To better understand midlines, it helps to define peripheral intravenous catheters, as midlines fall under this category of vascular access catheters. In the following blog post, we define the types of PIVCs and highlight when midlines should be ordered for a patient.
Types of PIVC
A peripheral intravenous catheter (PIVC) is inserted into and resides in the veins of the periphery that includes all extremities, the external jugular vein, and scalp vein in neonates. PIVCs are inserted into superficial veins located just under the skin in the superficial tissue, as well as deep veins located under muscle tissue. The Infusion Nurses Society categorizes PIVCs into 3 types: short peripheral intravenous catheters (short PIVC), long peripheral intravenous catheters (long PIVC), and midline catheters.
- A short peripheral intravenous catheter (SPIVC) is an over-the-needle catheter with a hollow metal stylet (needle) positioned inside the catheter, generally inserted in superficial veins.
- A long peripheral intravenous catheter (LPIVC) is inserted in either superficial or deep peripheral veins and offers an option when a short PIVC is not long enough to adequately cannulate the available vein.

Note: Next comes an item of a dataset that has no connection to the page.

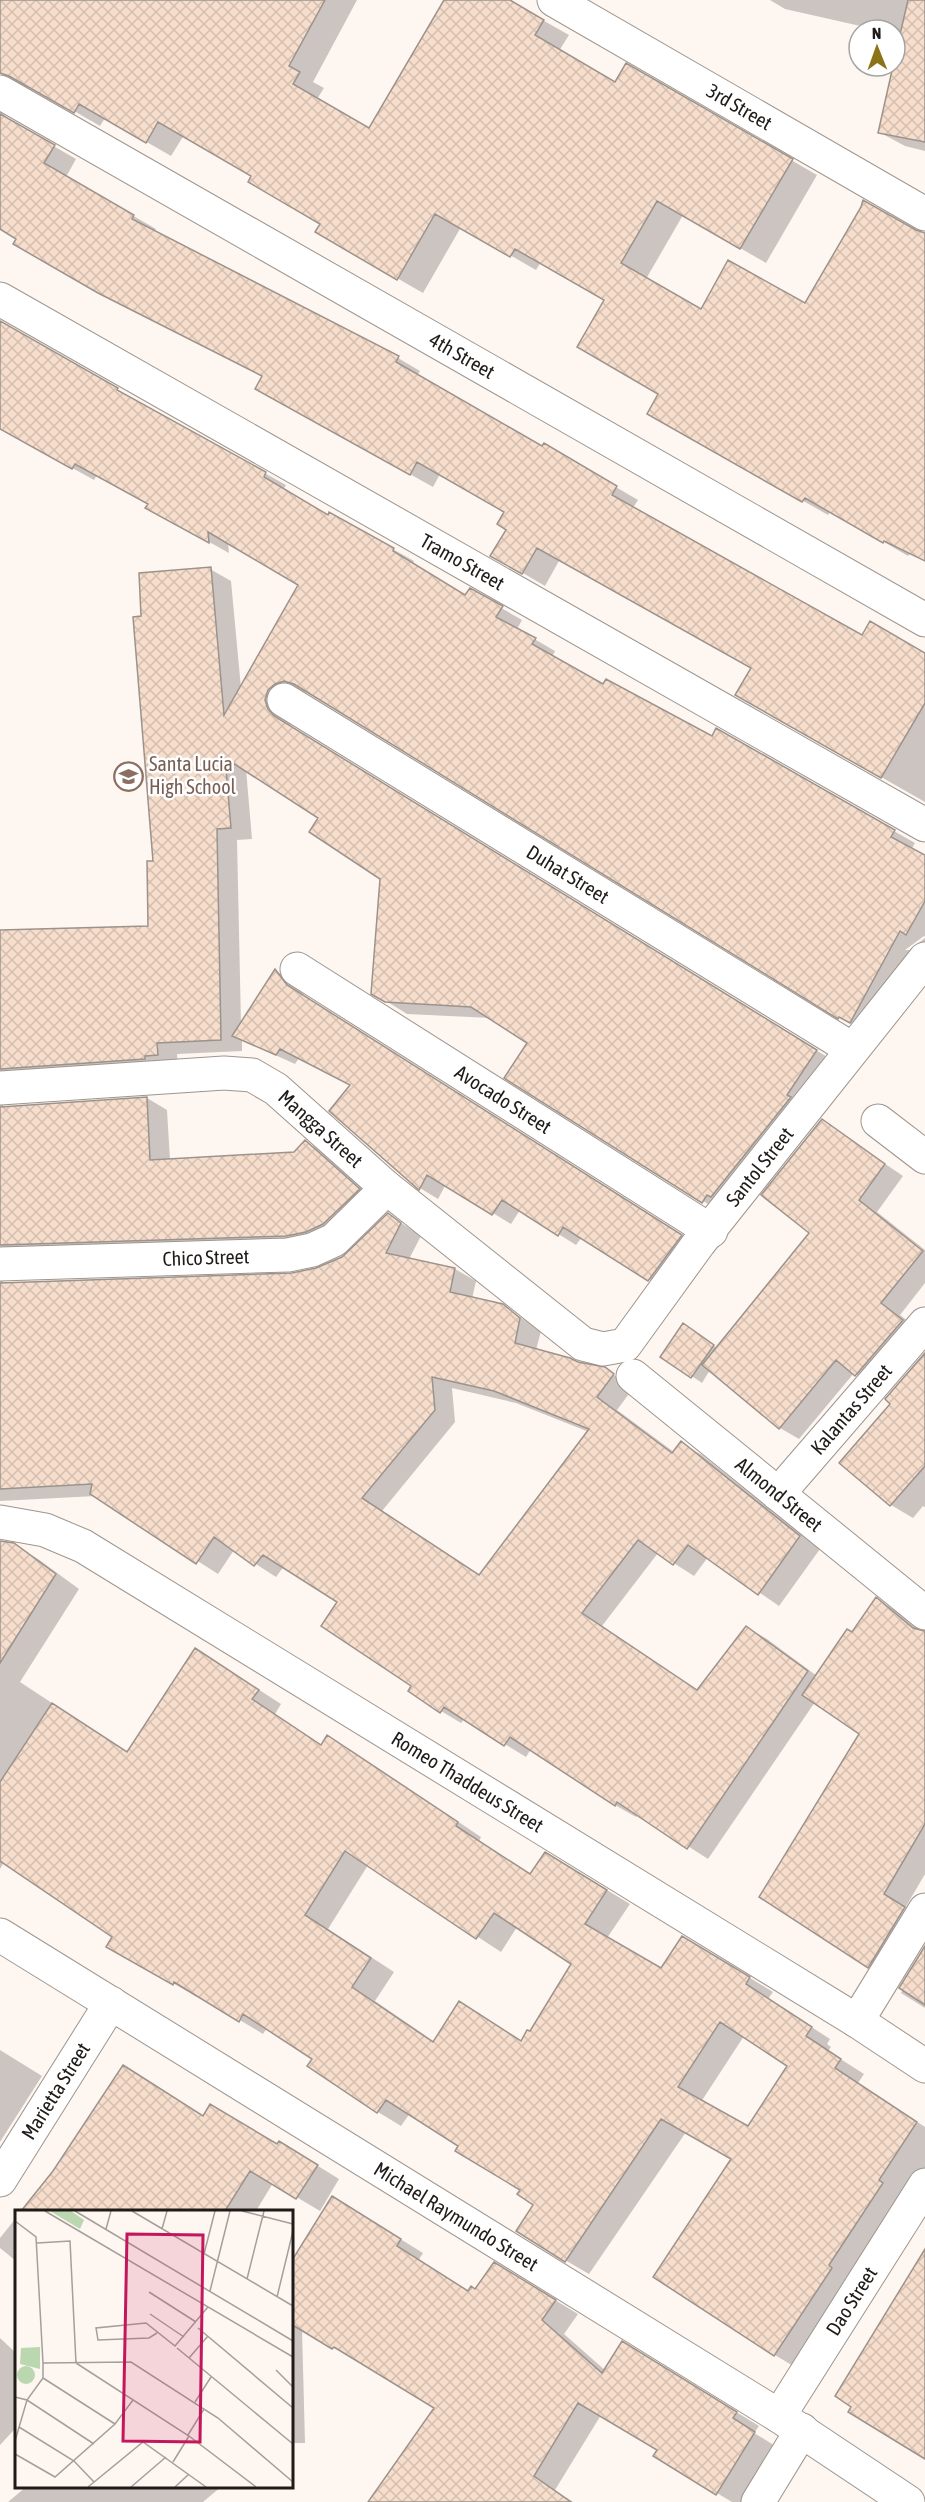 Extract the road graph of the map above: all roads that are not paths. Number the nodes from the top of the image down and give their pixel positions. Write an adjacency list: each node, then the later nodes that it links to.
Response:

A long PIVC can be inserted via traditional over-the-needle technique or with more advanced procedures, such as Seldinger and accelerated Seldinger.
- A midline catheter is inserted into a peripheral vein of the upper arm via the basilic, cephalic, or brachial vein with the terminal tip located at the level of the axilla in children and adults; for neonates, in addition to arm veins, midline catheters may be inserted via a scalp vein with the distal tip located in the jugular vein above the clavicle or in the lower extremity with the distal tip located below the inguinal crease.
Midlines are placed using Max Barrier Precautions and with the Modified Seldinger Technique MST
When to Choose a Midline
When choosing an appropriate type of vascular access device, it needs to be selected to accommodate a patient’s vascular access needs based on the prescribed therapy or treatment regimen, including anticipated duration of therapy vascular characteristics, patients age, comorbidities, history of infusion therapy, preference for VAD type and location, and ability and resources available to care for the device. For selection of the most appropriate vascular access device occurs at the earliest opportunity and is a collaborative process among the health care team, the patient, and the patient’s caregivers.
The Infusion Nurses Society states to choose a midline catheter as follows:
- Assess infusate characteristics and planned duration of infusion therapy for tolerability by peripheral veins.
- Variation in the category and number of therapies infused through midline catheters exists. More studies are needed to guide clinical decision-making on appropriate type and number of therapies. One small retrospective cohort study and 1 ovine randomized controlled trial (RCT) report increased failure when multiple therapies, infused through dual lumen catheters and infusions of extreme pH and osmolarity, respectively, were used.
- Use a midline catheter for medications and solutions such as antimicrobials, fluid replacement, and analgesics with characteristics that are well-tolerated by peripheral veins.
- Assess the clinical benefit of using a midline catheter that inhibits bacterial attachment and biofilm formation.
- Do not use midline catheters for continuous vesicant therapy, PN, of infusates with extremes with extremes of pH or osmolarity.
- Increase catheter site surveillance when administering intermittent infusions of known irritants and vesicants due to increased risk of phlebitis or extravasation.
- Evaluate the risk and benefit of intermittently infusing vesicant medication for more than 6 days.
- Further research is needed to establish the safety of using midline catheters for intermittent vesicant therapy and as strategy for reducing catheter-associated bloodstream infection (CABSI). Some midline catheters have been associated with bloodstream infection (BSI) rates similar to those of central venous catheters.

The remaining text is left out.